[Recorded data]
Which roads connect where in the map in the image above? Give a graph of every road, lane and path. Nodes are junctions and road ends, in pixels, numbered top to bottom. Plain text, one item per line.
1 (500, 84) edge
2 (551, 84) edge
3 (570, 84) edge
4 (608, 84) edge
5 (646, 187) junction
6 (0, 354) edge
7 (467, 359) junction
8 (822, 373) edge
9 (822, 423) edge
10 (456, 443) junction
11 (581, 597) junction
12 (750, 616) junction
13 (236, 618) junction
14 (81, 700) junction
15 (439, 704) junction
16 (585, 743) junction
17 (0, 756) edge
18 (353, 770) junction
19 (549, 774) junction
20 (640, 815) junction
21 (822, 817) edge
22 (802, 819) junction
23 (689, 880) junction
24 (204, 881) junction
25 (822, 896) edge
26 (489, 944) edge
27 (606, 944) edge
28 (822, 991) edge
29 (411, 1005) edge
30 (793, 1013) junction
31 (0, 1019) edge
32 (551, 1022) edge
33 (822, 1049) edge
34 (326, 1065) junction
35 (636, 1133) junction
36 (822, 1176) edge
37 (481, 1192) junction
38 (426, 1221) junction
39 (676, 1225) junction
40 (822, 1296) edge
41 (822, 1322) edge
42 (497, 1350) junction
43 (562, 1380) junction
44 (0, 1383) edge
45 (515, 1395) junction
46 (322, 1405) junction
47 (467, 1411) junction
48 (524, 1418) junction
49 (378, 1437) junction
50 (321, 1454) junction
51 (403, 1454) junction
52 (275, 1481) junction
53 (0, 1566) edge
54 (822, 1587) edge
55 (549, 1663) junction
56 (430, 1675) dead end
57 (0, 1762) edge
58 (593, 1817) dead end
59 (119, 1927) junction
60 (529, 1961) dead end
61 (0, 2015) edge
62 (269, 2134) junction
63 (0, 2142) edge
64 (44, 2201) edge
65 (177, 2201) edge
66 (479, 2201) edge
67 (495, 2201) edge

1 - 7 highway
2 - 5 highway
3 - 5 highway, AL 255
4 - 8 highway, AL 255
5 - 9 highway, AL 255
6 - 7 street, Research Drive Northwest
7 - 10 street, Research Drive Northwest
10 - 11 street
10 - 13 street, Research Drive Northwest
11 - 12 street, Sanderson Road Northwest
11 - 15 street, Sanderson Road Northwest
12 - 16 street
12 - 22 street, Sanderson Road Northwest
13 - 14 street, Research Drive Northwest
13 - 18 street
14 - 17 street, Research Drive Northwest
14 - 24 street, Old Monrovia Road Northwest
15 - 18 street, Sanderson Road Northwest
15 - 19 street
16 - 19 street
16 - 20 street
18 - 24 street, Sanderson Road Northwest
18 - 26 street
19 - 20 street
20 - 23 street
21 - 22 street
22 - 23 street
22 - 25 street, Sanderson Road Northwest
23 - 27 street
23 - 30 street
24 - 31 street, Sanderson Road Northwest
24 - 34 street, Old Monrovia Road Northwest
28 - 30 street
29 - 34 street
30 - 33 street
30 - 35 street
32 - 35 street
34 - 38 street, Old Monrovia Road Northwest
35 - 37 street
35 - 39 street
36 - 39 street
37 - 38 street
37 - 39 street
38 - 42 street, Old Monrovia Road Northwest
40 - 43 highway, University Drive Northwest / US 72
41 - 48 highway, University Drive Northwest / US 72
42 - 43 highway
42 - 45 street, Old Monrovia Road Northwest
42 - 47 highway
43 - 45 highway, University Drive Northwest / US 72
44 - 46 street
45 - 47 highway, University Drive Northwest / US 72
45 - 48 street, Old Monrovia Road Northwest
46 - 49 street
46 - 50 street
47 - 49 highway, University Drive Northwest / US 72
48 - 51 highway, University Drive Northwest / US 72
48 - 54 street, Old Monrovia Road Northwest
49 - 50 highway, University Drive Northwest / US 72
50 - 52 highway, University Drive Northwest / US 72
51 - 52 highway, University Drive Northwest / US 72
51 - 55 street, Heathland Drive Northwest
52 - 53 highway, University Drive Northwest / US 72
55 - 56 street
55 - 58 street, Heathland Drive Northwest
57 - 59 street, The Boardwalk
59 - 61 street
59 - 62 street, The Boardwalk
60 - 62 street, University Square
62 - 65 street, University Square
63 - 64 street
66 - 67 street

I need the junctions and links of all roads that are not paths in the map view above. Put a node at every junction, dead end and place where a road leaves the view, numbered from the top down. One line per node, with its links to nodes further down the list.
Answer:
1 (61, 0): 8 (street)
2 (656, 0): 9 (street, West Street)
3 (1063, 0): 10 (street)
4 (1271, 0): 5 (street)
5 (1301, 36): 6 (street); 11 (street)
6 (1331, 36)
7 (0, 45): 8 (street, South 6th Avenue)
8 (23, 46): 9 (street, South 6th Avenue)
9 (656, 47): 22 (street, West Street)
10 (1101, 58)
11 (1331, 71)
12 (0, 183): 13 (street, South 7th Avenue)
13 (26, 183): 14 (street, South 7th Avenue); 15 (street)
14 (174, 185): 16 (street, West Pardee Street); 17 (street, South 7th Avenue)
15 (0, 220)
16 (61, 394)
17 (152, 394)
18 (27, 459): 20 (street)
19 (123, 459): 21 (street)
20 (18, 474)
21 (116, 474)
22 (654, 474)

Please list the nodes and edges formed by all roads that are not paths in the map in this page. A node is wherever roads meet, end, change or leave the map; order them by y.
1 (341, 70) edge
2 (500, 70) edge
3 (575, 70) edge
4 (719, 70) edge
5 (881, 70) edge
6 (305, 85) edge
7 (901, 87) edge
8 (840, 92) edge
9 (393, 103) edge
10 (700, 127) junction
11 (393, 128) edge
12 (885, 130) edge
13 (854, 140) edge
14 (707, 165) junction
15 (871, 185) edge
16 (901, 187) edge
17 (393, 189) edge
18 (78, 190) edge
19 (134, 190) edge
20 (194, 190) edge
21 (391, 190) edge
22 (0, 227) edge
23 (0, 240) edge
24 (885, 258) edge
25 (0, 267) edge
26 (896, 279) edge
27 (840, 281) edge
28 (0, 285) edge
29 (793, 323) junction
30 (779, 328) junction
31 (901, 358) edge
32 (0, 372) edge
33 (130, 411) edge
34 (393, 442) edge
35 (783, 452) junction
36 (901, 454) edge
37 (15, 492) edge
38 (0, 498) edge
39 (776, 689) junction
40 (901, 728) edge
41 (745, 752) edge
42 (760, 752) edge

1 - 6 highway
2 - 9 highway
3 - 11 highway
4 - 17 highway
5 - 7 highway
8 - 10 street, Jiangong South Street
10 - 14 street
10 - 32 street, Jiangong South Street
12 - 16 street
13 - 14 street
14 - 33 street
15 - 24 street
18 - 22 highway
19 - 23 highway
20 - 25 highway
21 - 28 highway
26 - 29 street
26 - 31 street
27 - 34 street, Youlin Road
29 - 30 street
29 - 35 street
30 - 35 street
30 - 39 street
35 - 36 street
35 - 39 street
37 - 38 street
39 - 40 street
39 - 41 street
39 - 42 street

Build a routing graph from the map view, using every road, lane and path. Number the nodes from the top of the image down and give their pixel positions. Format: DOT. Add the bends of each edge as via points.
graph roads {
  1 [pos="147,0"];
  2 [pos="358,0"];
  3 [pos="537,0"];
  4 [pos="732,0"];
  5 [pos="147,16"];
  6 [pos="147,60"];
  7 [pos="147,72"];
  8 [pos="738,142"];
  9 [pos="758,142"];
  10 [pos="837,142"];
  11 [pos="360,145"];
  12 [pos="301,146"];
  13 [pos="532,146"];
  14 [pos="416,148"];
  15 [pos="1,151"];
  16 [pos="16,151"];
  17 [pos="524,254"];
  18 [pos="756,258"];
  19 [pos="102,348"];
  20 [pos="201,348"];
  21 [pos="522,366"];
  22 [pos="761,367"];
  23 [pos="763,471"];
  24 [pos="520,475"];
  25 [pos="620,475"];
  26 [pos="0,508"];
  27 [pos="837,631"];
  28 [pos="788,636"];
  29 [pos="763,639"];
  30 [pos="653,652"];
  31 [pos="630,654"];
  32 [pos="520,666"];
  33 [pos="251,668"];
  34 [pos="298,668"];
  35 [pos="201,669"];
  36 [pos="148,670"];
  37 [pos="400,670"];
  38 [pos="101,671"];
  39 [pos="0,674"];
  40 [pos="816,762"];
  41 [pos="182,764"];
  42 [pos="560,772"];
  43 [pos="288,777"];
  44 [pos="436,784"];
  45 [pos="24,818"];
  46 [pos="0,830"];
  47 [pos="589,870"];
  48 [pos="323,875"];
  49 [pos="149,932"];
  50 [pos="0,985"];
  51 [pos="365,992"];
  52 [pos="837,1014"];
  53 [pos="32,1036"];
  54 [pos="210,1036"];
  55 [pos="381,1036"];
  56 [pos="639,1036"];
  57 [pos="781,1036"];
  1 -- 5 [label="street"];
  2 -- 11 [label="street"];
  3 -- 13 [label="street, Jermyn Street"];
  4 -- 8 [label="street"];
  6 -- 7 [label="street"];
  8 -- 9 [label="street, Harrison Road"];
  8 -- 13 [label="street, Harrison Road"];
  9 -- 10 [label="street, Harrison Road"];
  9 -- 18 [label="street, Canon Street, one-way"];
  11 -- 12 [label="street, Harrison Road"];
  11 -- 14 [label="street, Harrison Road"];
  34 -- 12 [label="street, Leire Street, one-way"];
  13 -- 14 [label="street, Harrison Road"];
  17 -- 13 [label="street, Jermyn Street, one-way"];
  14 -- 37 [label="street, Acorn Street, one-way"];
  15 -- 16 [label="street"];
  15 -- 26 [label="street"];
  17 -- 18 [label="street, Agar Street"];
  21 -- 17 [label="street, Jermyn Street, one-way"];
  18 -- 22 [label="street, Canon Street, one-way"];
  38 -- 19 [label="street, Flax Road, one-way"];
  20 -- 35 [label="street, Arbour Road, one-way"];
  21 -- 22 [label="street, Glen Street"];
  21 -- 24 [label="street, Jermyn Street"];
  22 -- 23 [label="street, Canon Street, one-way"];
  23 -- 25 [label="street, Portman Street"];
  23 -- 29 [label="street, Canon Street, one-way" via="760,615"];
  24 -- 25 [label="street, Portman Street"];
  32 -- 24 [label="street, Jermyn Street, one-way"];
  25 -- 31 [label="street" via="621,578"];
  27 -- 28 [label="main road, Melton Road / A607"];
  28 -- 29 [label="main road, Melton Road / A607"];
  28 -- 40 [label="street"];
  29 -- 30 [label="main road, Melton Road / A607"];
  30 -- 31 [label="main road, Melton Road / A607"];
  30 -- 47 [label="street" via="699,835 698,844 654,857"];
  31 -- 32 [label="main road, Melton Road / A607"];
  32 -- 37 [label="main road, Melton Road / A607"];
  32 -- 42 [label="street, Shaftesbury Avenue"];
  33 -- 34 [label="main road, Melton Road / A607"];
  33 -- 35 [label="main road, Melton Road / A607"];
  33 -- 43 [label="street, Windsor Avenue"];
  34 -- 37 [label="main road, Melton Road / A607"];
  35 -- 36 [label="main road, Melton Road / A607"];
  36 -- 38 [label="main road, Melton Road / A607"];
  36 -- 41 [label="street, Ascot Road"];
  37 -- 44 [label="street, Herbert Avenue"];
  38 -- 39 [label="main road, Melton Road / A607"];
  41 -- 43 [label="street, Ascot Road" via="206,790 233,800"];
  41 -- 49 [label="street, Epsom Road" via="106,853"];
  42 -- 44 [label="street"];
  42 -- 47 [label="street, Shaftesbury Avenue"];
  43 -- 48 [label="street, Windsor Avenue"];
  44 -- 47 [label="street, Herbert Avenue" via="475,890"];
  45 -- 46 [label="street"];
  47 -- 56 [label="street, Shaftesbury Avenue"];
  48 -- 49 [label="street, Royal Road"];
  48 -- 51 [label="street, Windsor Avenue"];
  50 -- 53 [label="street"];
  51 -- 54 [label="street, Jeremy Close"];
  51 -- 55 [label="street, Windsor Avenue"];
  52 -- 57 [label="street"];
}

§ TASK REQUIREMENTS
Go through the records above. Copy each line in which the string "University" appears.

§ PROBLEM SOLUTION
40 - 43 highway, University Drive Northwest / US 72
41 - 48 highway, University Drive Northwest / US 72
43 - 45 highway, University Drive Northwest / US 72
45 - 47 highway, University Drive Northwest / US 72
47 - 49 highway, University Drive Northwest / US 72
48 - 51 highway, University Drive Northwest / US 72
49 - 50 highway, University Drive Northwest / US 72
50 - 52 highway, University Drive Northwest / US 72
51 - 52 highway, University Drive Northwest / US 72
52 - 53 highway, University Drive Northwest / US 72
60 - 62 street, University Square
62 - 65 street, University Square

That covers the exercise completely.